Assigned task → Would you transcribe the listing that follows, character for character, and omit its images?

Data for this exercise →

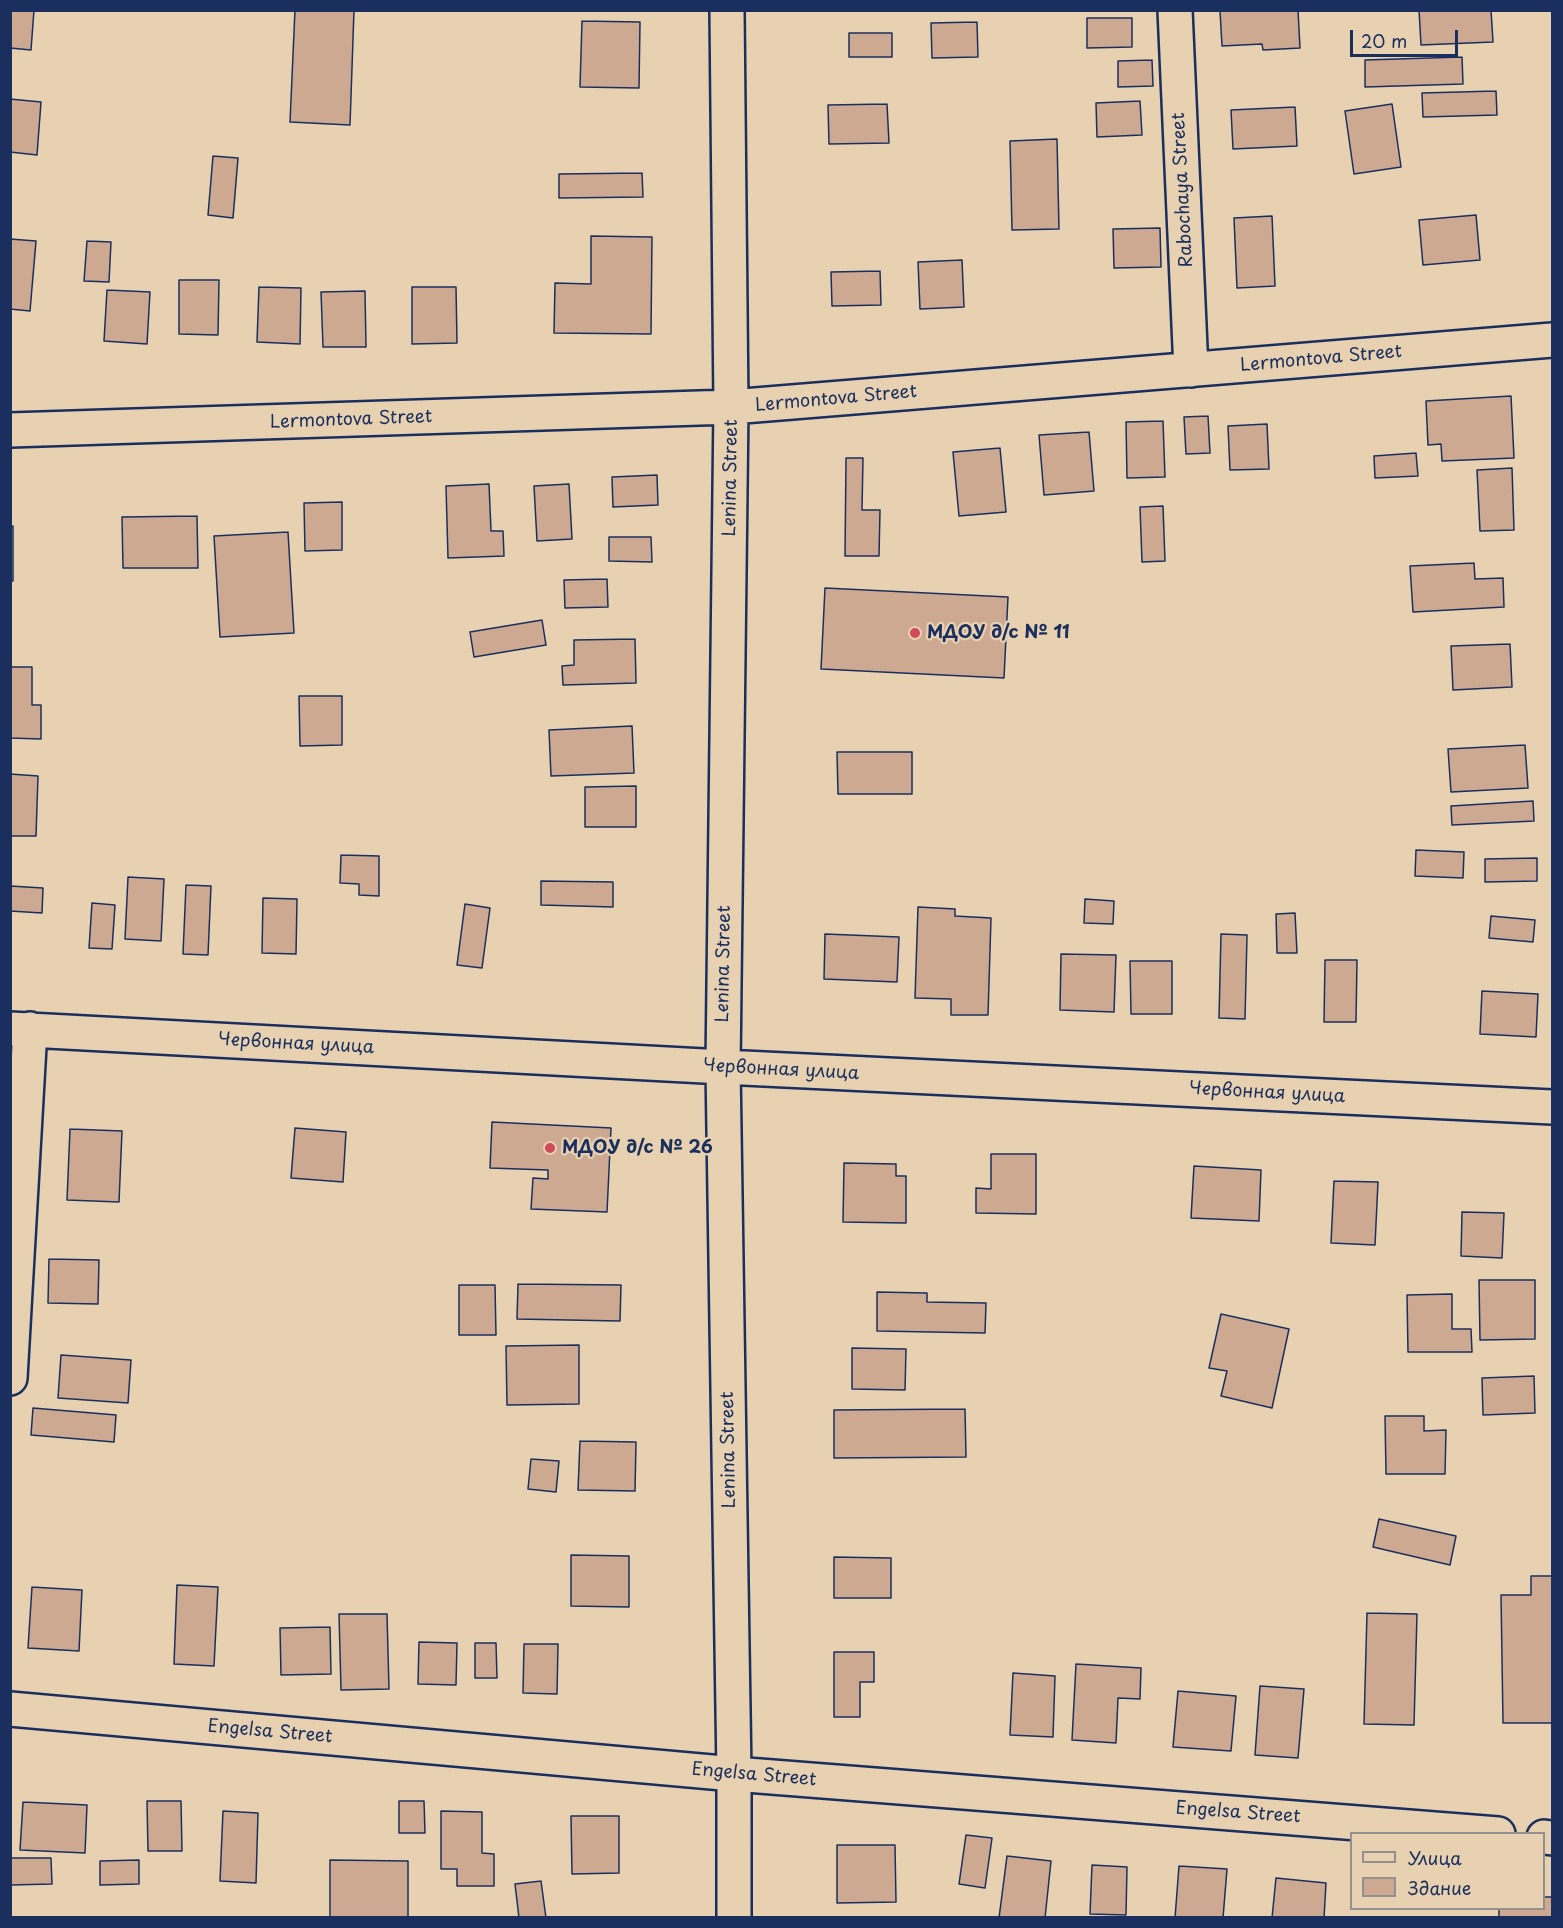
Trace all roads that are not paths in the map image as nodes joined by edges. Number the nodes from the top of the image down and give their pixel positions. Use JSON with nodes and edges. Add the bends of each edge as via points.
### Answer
{"nodes":[{"id":1,"x":727,"y":10,"type":"edge"},
{"id":2,"x":1175,"y":10,"type":"edge"},
{"id":3,"x":1552,"y":340,"type":"edge"},
{"id":4,"x":1191,"y":370,"type":"junction"},
{"id":5,"x":732,"y":407,"type":"junction"},
{"id":6,"x":10,"y":430,"type":"edge"},
{"id":7,"x":20,"y":1029,"type":"edge"},
{"id":8,"x":723,"y":1067,"type":"junction"},
{"id":9,"x":1552,"y":1107,"type":"edge"},
{"id":10,"x":10,"y":1378,"type":"edge"},
{"id":11,"x":10,"y":1709,"type":"edge"},
{"id":12,"x":734,"y":1774,"type":"junction"},
{"id":13,"x":1485,"y":1832,"type":"edge"},
{"id":14,"x":734,"y":1917,"type":"edge"}],
"edges":[{"from":1,"to":5,"type":"street","name":"Lenina Street"},
{"from":2,"to":4,"type":"street","name":"Rabochaya Street"},
{"from":3,"to":4,"type":"street","name":"Lermontova Street"},
{"from":4,"to":5,"type":"street","name":"Lermontova Street"},
{"from":5,"to":6,"type":"street","name":"Lermontova Street"},
{"from":5,"to":8,"type":"street","name":"Lenina Street"},
{"from":7,"to":8,"type":"street","name":"Червонная улица"},
{"from":7,"to":10,"type":"street"},
{"from":8,"to":9,"type":"street","name":"Червонная улица"},
{"from":8,"to":12,"type":"street","name":"Lenina Street"},
{"from":11,"to":12,"type":"street","name":"Engelsa Street"},
{"from":12,"to":13,"type":"street","name":"Engelsa Street"},
{"from":12,"to":14,"type":"street","name":"Lenina Street"}]}
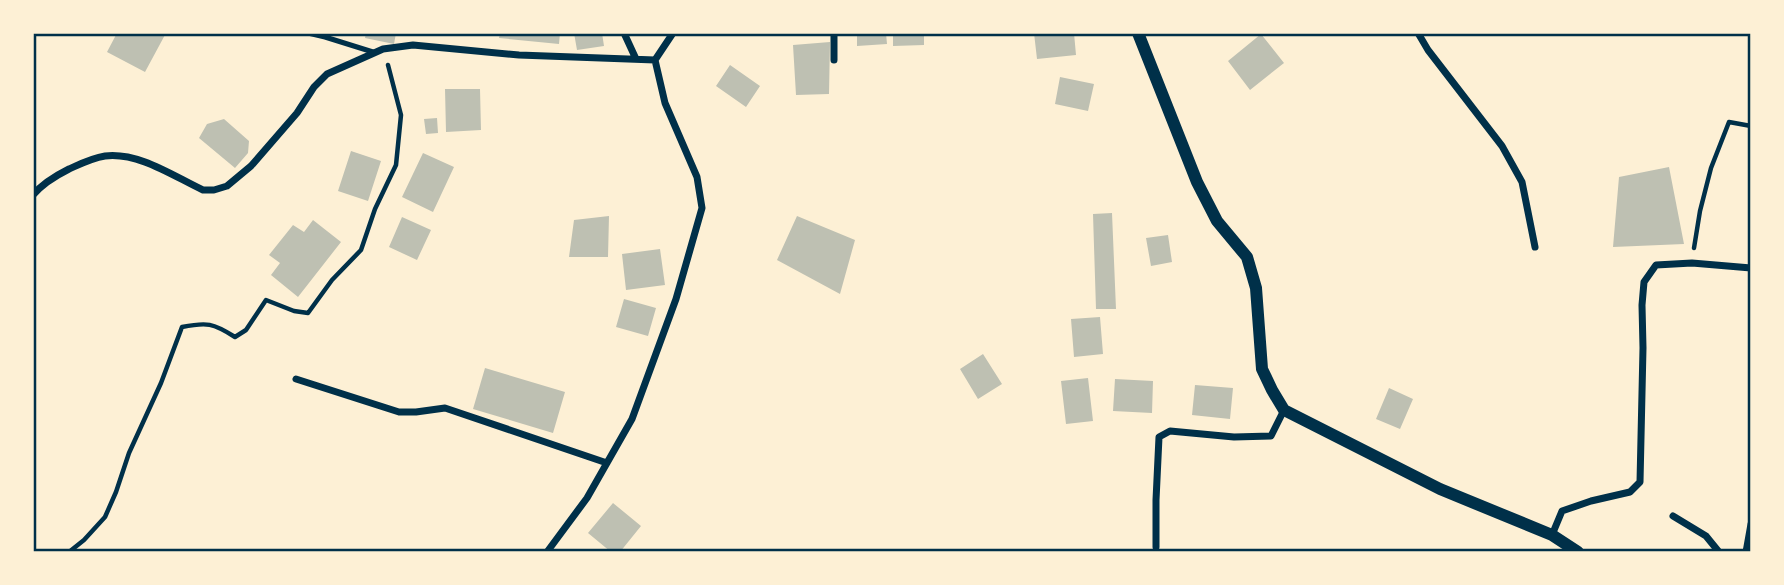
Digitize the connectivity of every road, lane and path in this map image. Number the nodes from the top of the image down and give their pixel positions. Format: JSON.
{"nodes":[{"id":1,"x":308,"y":33,"type":"edge"},
{"id":2,"x":624,"y":33,"type":"edge"},
{"id":3,"x":673,"y":33,"type":"edge"},
{"id":4,"x":834,"y":33,"type":"edge"},
{"id":5,"x":1138,"y":33,"type":"edge"},
{"id":6,"x":1418,"y":33,"type":"edge"},
{"id":7,"x":383,"y":49,"type":"junction"},
{"id":8,"x":373,"y":52,"type":"junction"},
{"id":9,"x":636,"y":59,"type":"junction"},
{"id":10,"x":655,"y":60,"type":"junction"},
{"id":11,"x":834,"y":60,"type":"dead end"},
{"id":12,"x":1751,"y":126,"type":"edge"},
{"id":13,"x":33,"y":195,"type":"edge"},
{"id":14,"x":1535,"y":247,"type":"dead end"},
{"id":15,"x":1692,"y":263,"type":"junction"},
{"id":16,"x":1751,"y":268,"type":"edge"},
{"id":17,"x":296,"y":379,"type":"dead end"},
{"id":18,"x":1284,"y":410,"type":"junction"},
{"id":19,"x":607,"y":463,"type":"junction"},
{"id":20,"x":1673,"y":516,"type":"dead end"},
{"id":21,"x":1751,"y":524,"type":"edge"},
{"id":22,"x":1552,"y":535,"type":"junction"},
{"id":23,"x":1156,"y":547,"type":"dead end"},
{"id":24,"x":69,"y":552,"type":"edge"},
{"id":25,"x":547,"y":552,"type":"edge"},
{"id":26,"x":1578,"y":552,"type":"edge"},
{"id":27,"x":1719,"y":552,"type":"edge"},
{"id":28,"x":1746,"y":552,"type":"edge"}],
"edges":[{"from":1,"to":8,"type":"lane"},
{"from":2,"to":9,"type":"street"},
{"from":3,"to":10,"type":"street"},
{"from":4,"to":11,"type":"street"},
{"from":5,"to":18,"type":"street"},
{"from":6,"to":14,"type":"street"},
{"from":7,"to":8,"type":"street"},
{"from":7,"to":9,"type":"street"},
{"from":7,"to":24,"type":"path"},
{"from":8,"to":13,"type":"street"},
{"from":9,"to":10,"type":"street"},
{"from":10,"to":19,"type":"street"},
{"from":12,"to":15,"type":"path"},
{"from":15,"to":16,"type":"street"},
{"from":15,"to":22,"type":"street"},
{"from":17,"to":19,"type":"street"},
{"from":18,"to":22,"type":"street"},
{"from":18,"to":23,"type":"street"},
{"from":19,"to":25,"type":"street"},
{"from":20,"to":27,"type":"street"},
{"from":21,"to":28,"type":"street"},
{"from":22,"to":26,"type":"street"}]}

Task output →
Trace all roads that are not paths in the map image as nodes joined by edges. Number the nodes from the top of the image down and give their pixel positions. Use JSON with nodes and edges. Add the bends of each edge as via points.
### Answer
{"nodes":[{"id":1,"x":727,"y":10,"type":"edge"},
{"id":2,"x":1175,"y":10,"type":"edge"},
{"id":3,"x":1552,"y":340,"type":"edge"},
{"id":4,"x":1191,"y":370,"type":"junction"},
{"id":5,"x":732,"y":407,"type":"junction"},
{"id":6,"x":10,"y":430,"type":"edge"},
{"id":7,"x":20,"y":1029,"type":"edge"},
{"id":8,"x":723,"y":1067,"type":"junction"},
{"id":9,"x":1552,"y":1107,"type":"edge"},
{"id":10,"x":10,"y":1378,"type":"edge"},
{"id":11,"x":10,"y":1709,"type":"edge"},
{"id":12,"x":734,"y":1774,"type":"junction"},
{"id":13,"x":1485,"y":1832,"type":"edge"},
{"id":14,"x":734,"y":1917,"type":"edge"}],
"edges":[{"from":1,"to":5,"type":"street","name":"Lenina Street"},
{"from":2,"to":4,"type":"street","name":"Rabochaya Street"},
{"from":3,"to":4,"type":"street","name":"Lermontova Street"},
{"from":4,"to":5,"type":"street","name":"Lermontova Street"},
{"from":5,"to":6,"type":"street","name":"Lermontova Street"},
{"from":5,"to":8,"type":"street","name":"Lenina Street"},
{"from":7,"to":8,"type":"street","name":"Червонная улица"},
{"from":7,"to":10,"type":"street"},
{"from":8,"to":9,"type":"street","name":"Червонная улица"},
{"from":8,"to":12,"type":"street","name":"Lenina Street"},
{"from":11,"to":12,"type":"street","name":"Engelsa Street"},
{"from":12,"to":13,"type":"street","name":"Engelsa Street"},
{"from":12,"to":14,"type":"street","name":"Lenina Street"}]}
Digitize the connectivity of every road, lane and path in this map image. Number the nodes from the top of the image down and give their pixel positions. Format: JSON.
{"nodes":[{"id":1,"x":308,"y":33,"type":"edge"},
{"id":2,"x":624,"y":33,"type":"edge"},
{"id":3,"x":673,"y":33,"type":"edge"},
{"id":4,"x":834,"y":33,"type":"edge"},
{"id":5,"x":1138,"y":33,"type":"edge"},
{"id":6,"x":1418,"y":33,"type":"edge"},
{"id":7,"x":383,"y":49,"type":"junction"},
{"id":8,"x":373,"y":52,"type":"junction"},
{"id":9,"x":636,"y":59,"type":"junction"},
{"id":10,"x":655,"y":60,"type":"junction"},
{"id":11,"x":834,"y":60,"type":"dead end"},
{"id":12,"x":1751,"y":126,"type":"edge"},
{"id":13,"x":33,"y":195,"type":"edge"},
{"id":14,"x":1535,"y":247,"type":"dead end"},
{"id":15,"x":1692,"y":263,"type":"junction"},
{"id":16,"x":1751,"y":268,"type":"edge"},
{"id":17,"x":296,"y":379,"type":"dead end"},
{"id":18,"x":1284,"y":410,"type":"junction"},
{"id":19,"x":607,"y":463,"type":"junction"},
{"id":20,"x":1673,"y":516,"type":"dead end"},
{"id":21,"x":1751,"y":524,"type":"edge"},
{"id":22,"x":1552,"y":535,"type":"junction"},
{"id":23,"x":1156,"y":547,"type":"dead end"},
{"id":24,"x":69,"y":552,"type":"edge"},
{"id":25,"x":547,"y":552,"type":"edge"},
{"id":26,"x":1578,"y":552,"type":"edge"},
{"id":27,"x":1719,"y":552,"type":"edge"},
{"id":28,"x":1746,"y":552,"type":"edge"}],
"edges":[{"from":1,"to":8,"type":"lane"},
{"from":2,"to":9,"type":"street"},
{"from":3,"to":10,"type":"street"},
{"from":4,"to":11,"type":"street"},
{"from":5,"to":18,"type":"street"},
{"from":6,"to":14,"type":"street"},
{"from":7,"to":8,"type":"street"},
{"from":7,"to":9,"type":"street"},
{"from":7,"to":24,"type":"path"},
{"from":8,"to":13,"type":"street"},
{"from":9,"to":10,"type":"street"},
{"from":10,"to":19,"type":"street"},
{"from":12,"to":15,"type":"path"},
{"from":15,"to":16,"type":"street"},
{"from":15,"to":22,"type":"street"},
{"from":17,"to":19,"type":"street"},
{"from":18,"to":22,"type":"street"},
{"from":18,"to":23,"type":"street"},
{"from":19,"to":25,"type":"street"},
{"from":20,"to":27,"type":"street"},
{"from":21,"to":28,"type":"street"},
{"from":22,"to":26,"type":"street"}]}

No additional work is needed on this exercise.